Well!  As my husband alluded to in the last post, I am enjoying spring and absorbing it all I can.

I thank God over and over for what He has restored and the life I am able to live now, knowing I have no guarantee of the future.

I am living life fairly ‘normally’ at this point.  Gardening, landscaping, housekeeping, and even playing some church softball.  About that…
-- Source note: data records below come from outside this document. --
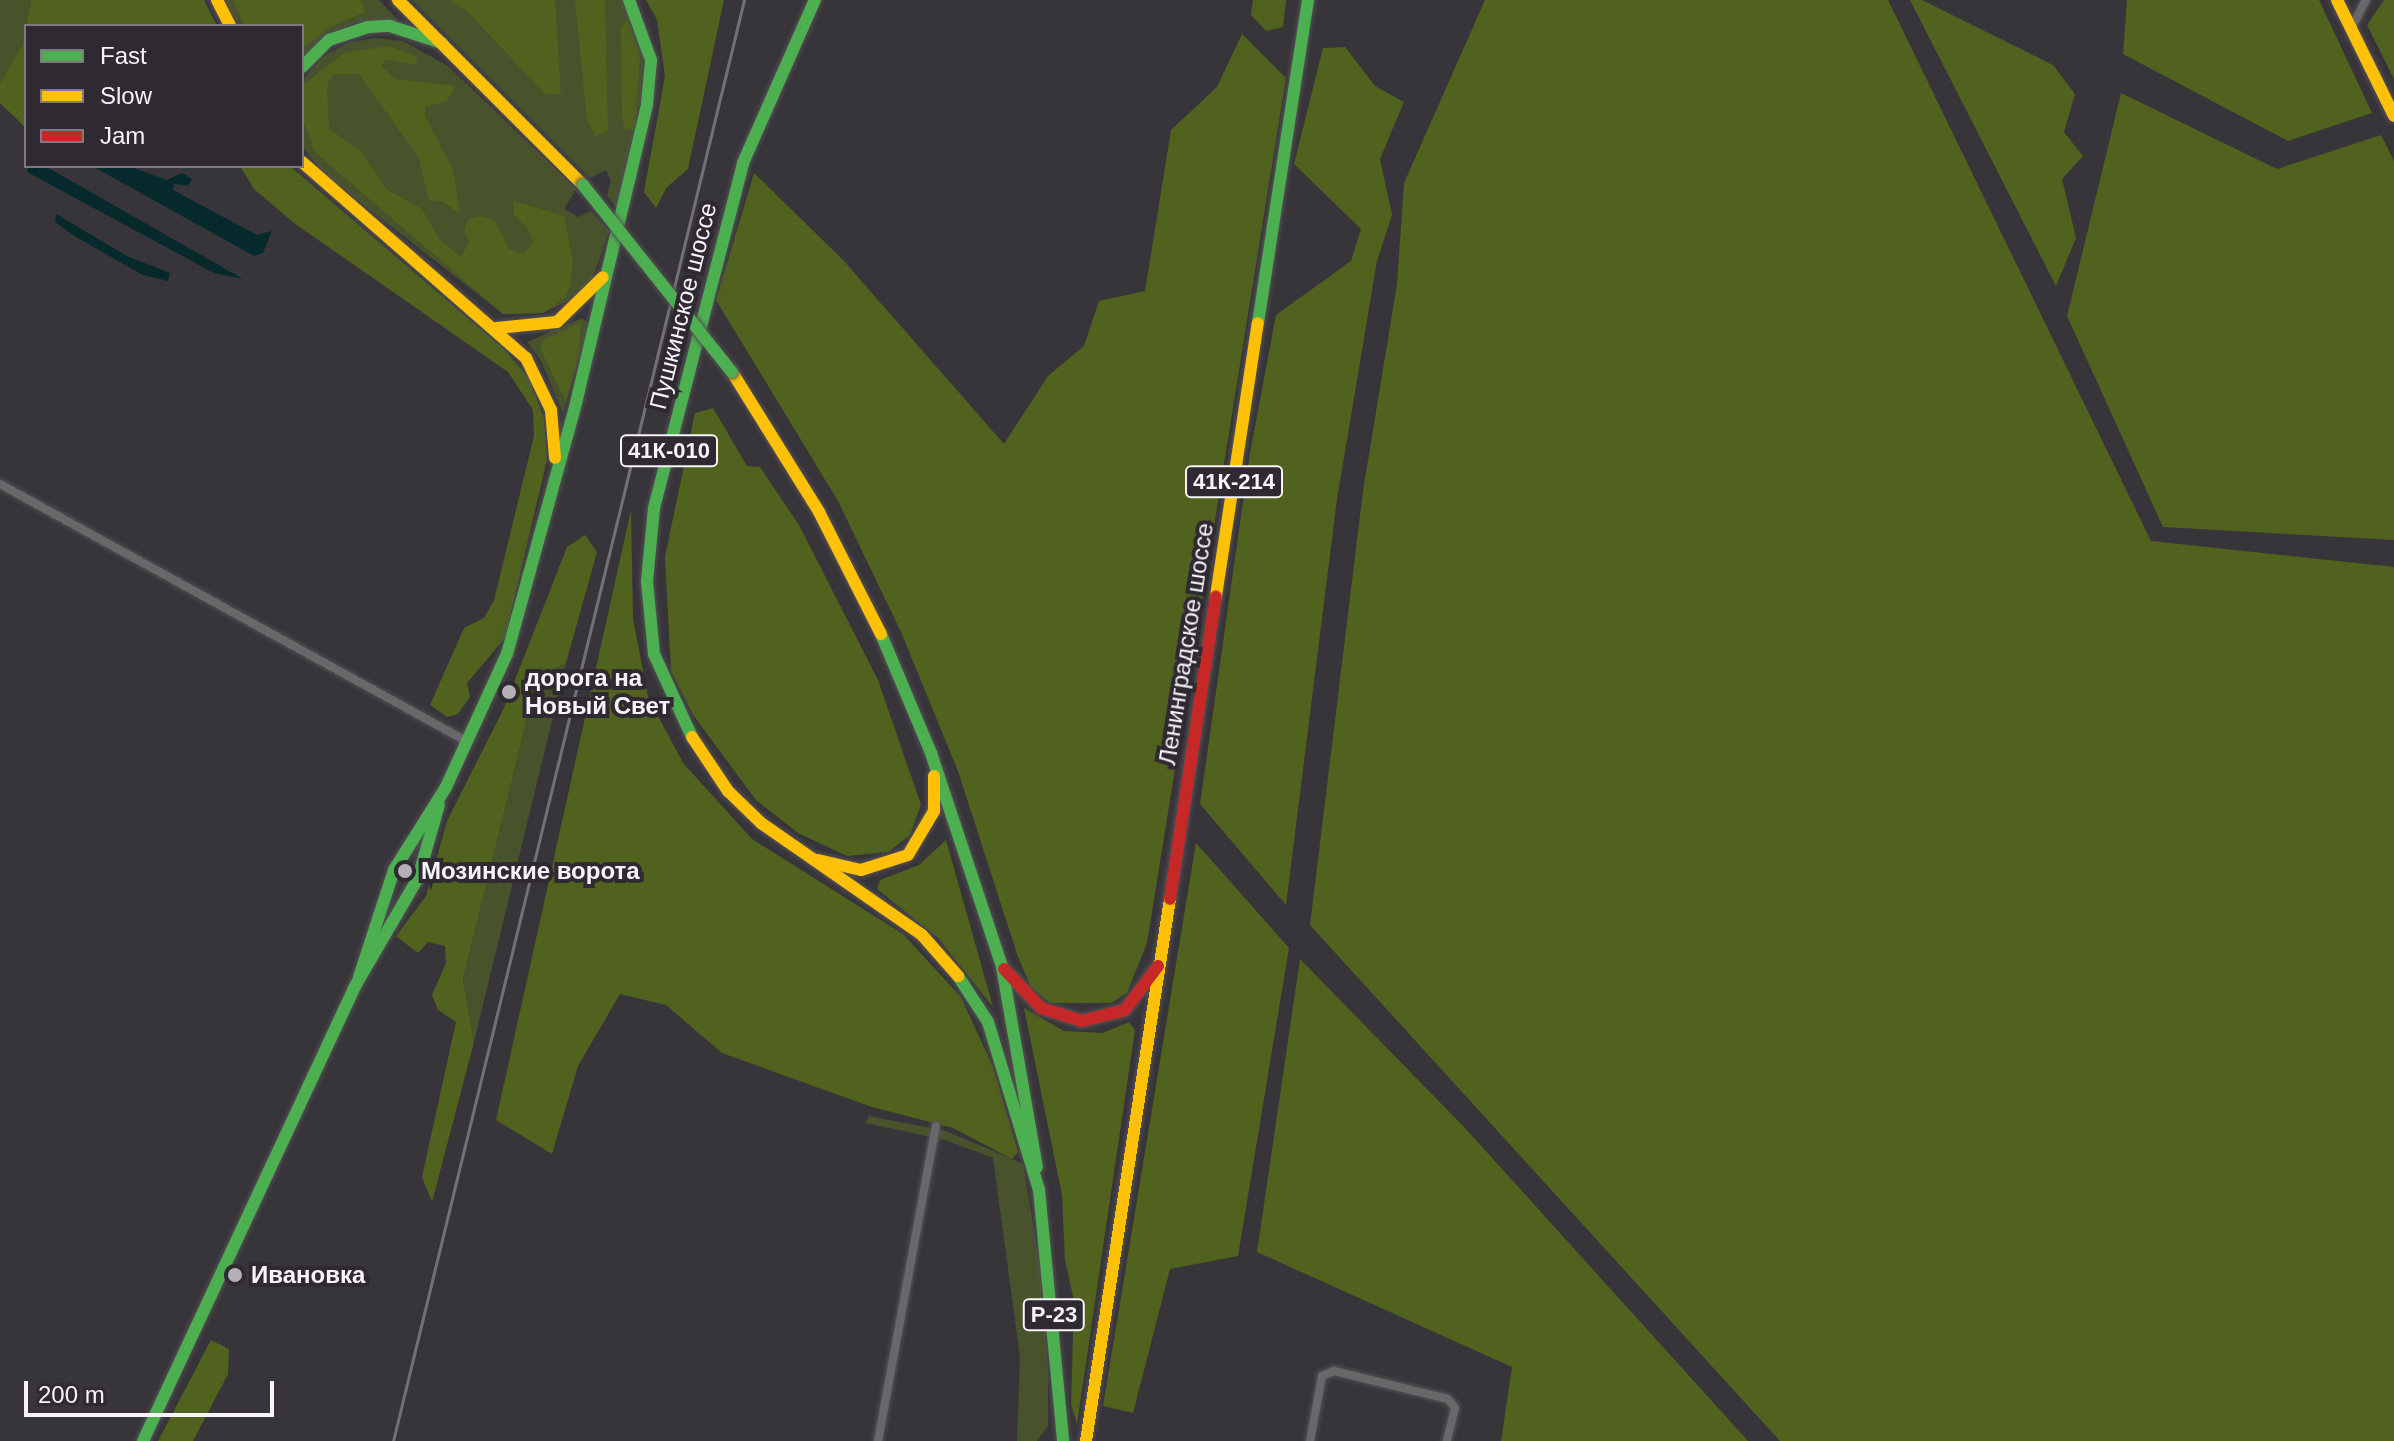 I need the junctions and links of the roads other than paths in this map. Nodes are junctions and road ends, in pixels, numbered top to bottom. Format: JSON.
{"nodes":[{"id":1,"x":217,"y":0,"type":"edge"},
{"id":2,"x":398,"y":0,"type":"edge"},
{"id":3,"x":629,"y":0,"type":"edge"},
{"id":4,"x":815,"y":0,"type":"edge"},
{"id":5,"x":1308,"y":0,"type":"edge"},
{"id":6,"x":2337,"y":0,"type":"edge"},
{"id":7,"x":2366,"y":0,"type":"edge"},
{"id":8,"x":229,"y":24,"type":"edge"},
{"id":9,"x":2351,"y":29,"type":"junction"},
{"id":10,"x":447,"y":44,"type":"junction"},
{"id":11,"x":304,"y":65,"type":"edge"},
{"id":12,"x":2394,"y":116,"type":"edge"},
{"id":13,"x":304,"y":164,"type":"edge"},
{"id":14,"x":608,"y":269,"type":"junction"},
{"id":15,"x":497,"y":328,"type":"junction"},
{"id":16,"x":0,"y":484,"type":"edge"},
{"id":17,"x":554,"y":484,"type":"junction"},
{"id":18,"x":468,"y":742,"type":"junction"},
{"id":19,"x":931,"y":753,"type":"junction"},
{"id":20,"x":442,"y":794,"type":"junction"},
{"id":21,"x":407,"y":846,"type":"junction"},
{"id":22,"x":425,"y":857,"type":"junction"},
{"id":23,"x":816,"y":860,"type":"junction"},
{"id":24,"x":387,"y":887,"type":"junction"},
{"id":25,"x":409,"y":896,"type":"junction"},
{"id":26,"x":1159,"y":963,"type":"junction"},
{"id":27,"x":1002,"y":967,"type":"junction"},
{"id":28,"x":359,"y":977,"type":"junction"},
{"id":29,"x":936,"y":1126,"type":"dead end"},
{"id":30,"x":1039,"y":1190,"type":"junction"},
{"id":31,"x":143,"y":1441,"type":"edge"},
{"id":32,"x":878,"y":1441,"type":"edge"},
{"id":33,"x":1063,"y":1441,"type":"edge"},
{"id":34,"x":1086,"y":1441,"type":"edge"},
{"id":35,"x":1310,"y":1441,"type":"edge"},
{"id":36,"x":1447,"y":1441,"type":"edge"}],
"edges":[{"from":1,"to":8,"type":"main road"},
{"from":2,"to":10,"type":"main road","number":"Р-23"},
{"from":3,"to":14,"type":"main road"},
{"from":4,"to":23,"type":"main road","name":"Пушкинское шоссе","number":"41К-010"},
{"from":5,"to":26,"type":"main road","name":"Ленинградское шоссе","number":"41К-214"},
{"from":6,"to":9,"type":"main road"},
{"from":7,"to":9,"type":"street"},
{"from":9,"to":12,"type":"main road"},
{"from":10,"to":11,"type":"main road"},
{"from":10,"to":19,"type":"main road","number":"Р-23","bridge":true},
{"from":13,"to":15,"type":"main road"},
{"from":14,"to":15,"type":"main road"},
{"from":14,"to":17,"type":"main road"},
{"from":15,"to":17,"type":"main road"},
{"from":16,"to":18,"type":"street"},
{"from":17,"to":18,"type":"main road"},
{"from":18,"to":20,"type":"main road"},
{"from":19,"to":23,"type":"main road"},
{"from":19,"to":27,"type":"main road","number":"Р-23"},
{"from":20,"to":21,"type":"main road"},
{"from":20,"to":22,"type":"main road"},
{"from":21,"to":22,"type":"main road"},
{"from":21,"to":24,"type":"main road"},
{"from":22,"to":25,"type":"main road"},
{"from":23,"to":30,"type":"main road","name":"Пушкинское шоссе"},
{"from":24,"to":25,"type":"main road"},
{"from":24,"to":28,"type":"main road"},
{"from":25,"to":28,"type":"main road"},
{"from":26,"to":27,"type":"main road","number":"41К-214"},
{"from":26,"to":34,"type":"main road","number":"41К-214"},
{"from":27,"to":30,"type":"main road","number":"Р-23"},
{"from":28,"to":31,"type":"main road"},
{"from":29,"to":32,"type":"street"},
{"from":30,"to":33,"type":"main road","number":"Р-23"},
{"from":35,"to":36,"type":"street"}]} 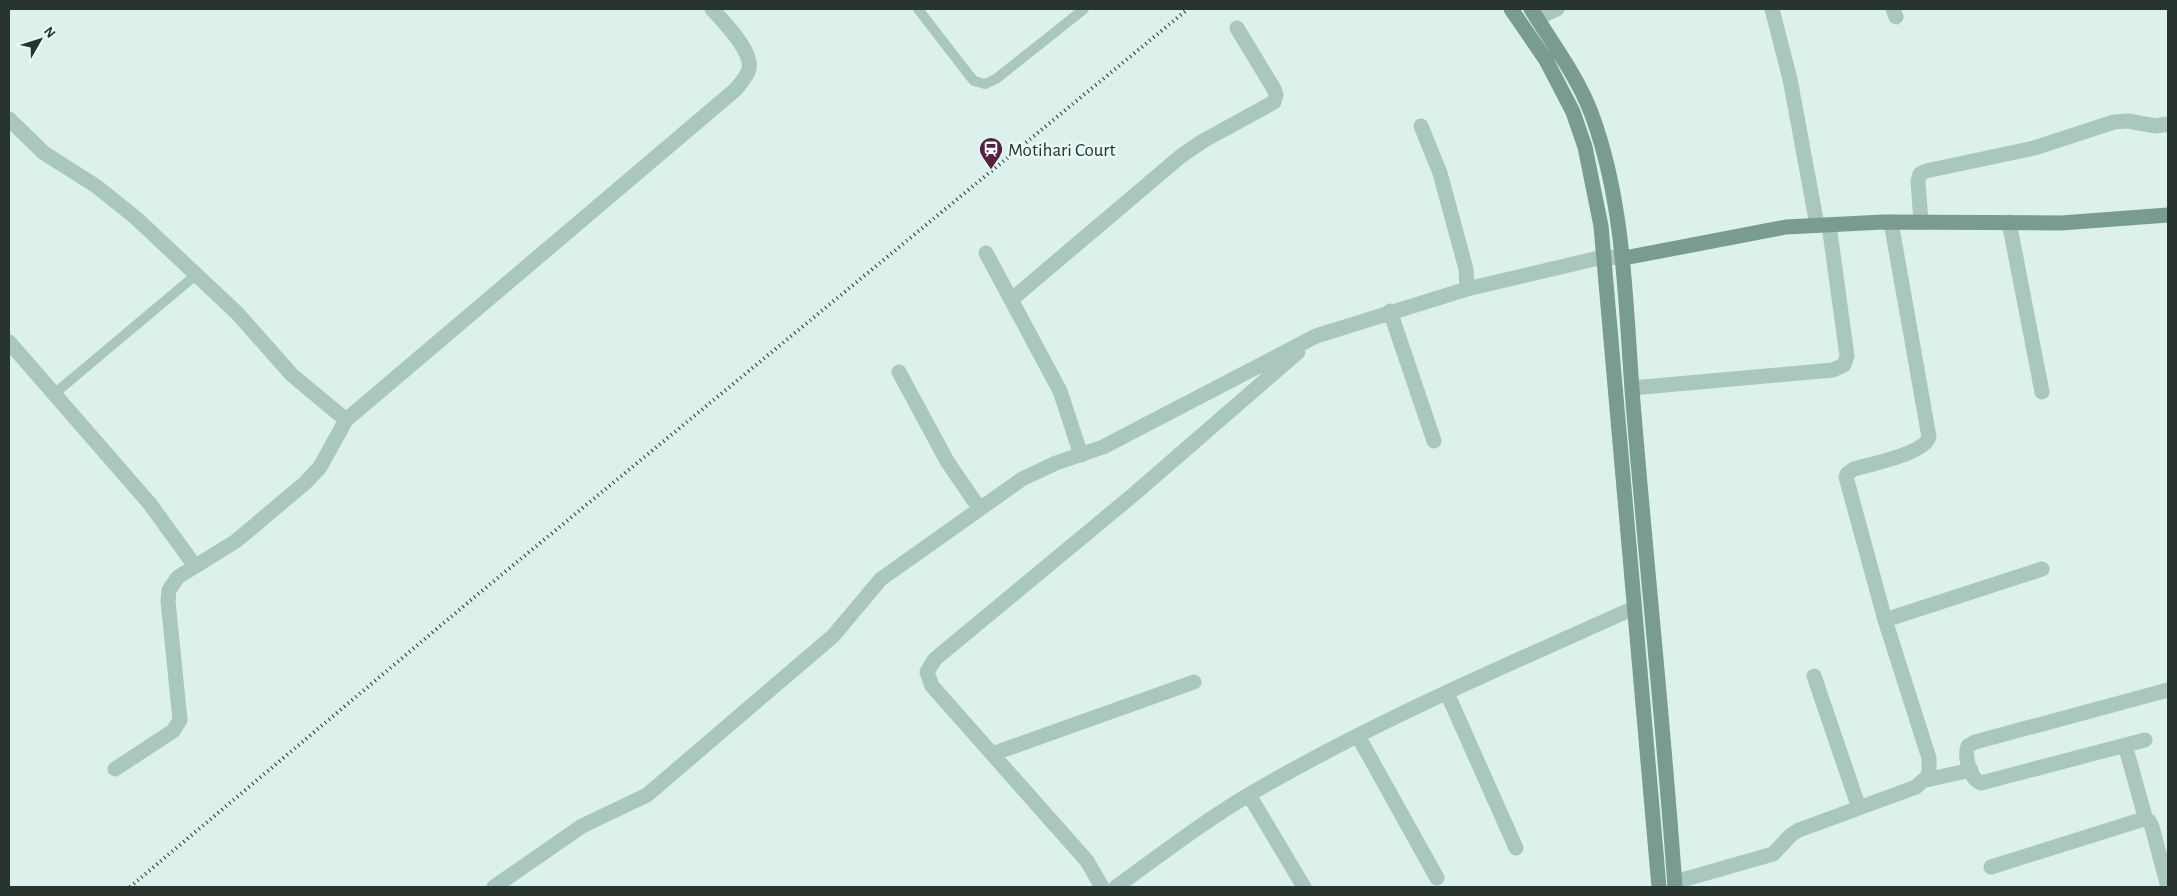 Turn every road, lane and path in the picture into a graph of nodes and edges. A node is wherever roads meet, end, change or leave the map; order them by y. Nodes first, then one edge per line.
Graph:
1 (712, 9) edge
2 (918, 9) edge
3 (1084, 9) edge
4 (1511, 9) edge
5 (1557, 9) edge
6 (1772, 9) edge
7 (1534, 13) edge
8 (1236, 28) dead end
9 (9, 119) edge
10 (2168, 124) edge
11 (1421, 126) dead end
12 (2168, 215) edge
13 (1891, 222) junction
14 (1921, 222) junction
15 (2009, 222) junction
16 (1823, 225) junction
17 (986, 253) dead end
18 (1603, 257) junction
19 (1624, 258) junction
20 (197, 274) junction
21 (1467, 289) junction
22 (1011, 300) junction
23 (1390, 311) junction
24 (1316, 336) junction
25 (9, 342) edge
26 (899, 372) dead end
27 (1632, 388) junction
28 (2042, 392) dead end
29 (54, 394) junction
30 (346, 420) junction
31 (1434, 441) dead end
32 (1081, 455) junction
33 (979, 508) junction
34 (195, 566) junction
35 (2042, 569) dead end
36 (1634, 608) junction
37 (1885, 620) junction
38 (1814, 676) dead end
39 (1194, 682) dead end
40 (2168, 690) edge
41 (1447, 693) junction
42 (1358, 736) junction
43 (2145, 740) dead end
44 (2125, 745) junction
45 (992, 754) junction
46 (114, 770) dead end
47 (1971, 770) junction
48 (1926, 780) junction
49 (1249, 795) junction
50 (1859, 808) junction
51 (2146, 820) junction
52 (1516, 848) dead end
53 (1991, 866) dead end
54 (1438, 878) dead end
55 (1675, 884) edge
56 (504, 885) edge
57 (1102, 887) edge
58 (1116, 887) edge
59 (1304, 887) edge
60 (1659, 887) edge
61 (2168, 887) edge

1 - 30 street
2 - 3 lane
4 - 18 main road
5 - 7 street
6 - 16 street
7 - 19 main road
8 - 22 street
9 - 20 street
10 - 14 street
11 - 21 street
12 - 15 main road
13 - 14 main road
13 - 16 main road
13 - 37 street
14 - 15 main road
15 - 28 street
16 - 19 main road
16 - 27 street
17 - 22 street
18 - 19 street
18 - 21 street
18 - 36 main road
19 - 27 main road
20 - 29 lane
20 - 30 street
21 - 23 street
22 - 32 street
23 - 24 street
23 - 31 street
24 - 32 street
24 - 45 street
25 - 29 street
26 - 33 street
27 - 55 main road
29 - 34 street
30 - 34 street
32 - 33 street
33 - 56 street
34 - 46 street
35 - 37 street
36 - 41 street
36 - 60 main road
37 - 48 street
38 - 50 street
39 - 45 street
40 - 47 street
41 - 42 street
41 - 52 street
42 - 49 street
42 - 54 street
43 - 44 street
44 - 47 street
44 - 51 street
45 - 57 street
47 - 48 street
48 - 50 street
49 - 58 street
49 - 59 street
50 - 55 street
51 - 53 street
51 - 61 street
Softball was never my favorite sport or one I was very good at, but I used to be able to at least hit a pitched ball.  The other night I thoroughly embarrassed myself by playing with a bunch of men and one other lady (church people).  I stepped up to the plate, a little hesitant with it being several years since I played, but decently confident I could hit.  I struck out.  ‘Just a fluke,’ I thought.  ‘I’ll get it next time.’  I have no idea how many times I was up to bat, half a dozen?  I never even ticked the ball.  Not once.  I’m still mulling it over.  My husband graciously suggested it got to my head.  “Watch the ball all the way in,” was repeated numerous times by well-meaning advisers.  A kind gentleman suggested I try T-ball.  ‘In some ways it’s harder,’ he assured, ‘but it really helps with the hand-eye coordination.’  I died inside!  I wanted to tell him that my hands and eyes have always been pretty good buddies, just not tonight.  And I DON’T want to be treated like a kiddy beginner, thank-you very much.  I felt this strong compulsion to explain to everyone that I’m not usually this bad.  But you know how that goes.  It kind-of falls flat in the face of current reality.

I declare, chemo did a number to my brain.  Hah!  No one really fell for that either.

So…the conclusion of the matter is that sometime my husband and I are going to go to the field ALONE!  He will pitch to me and I WILL hit that ball.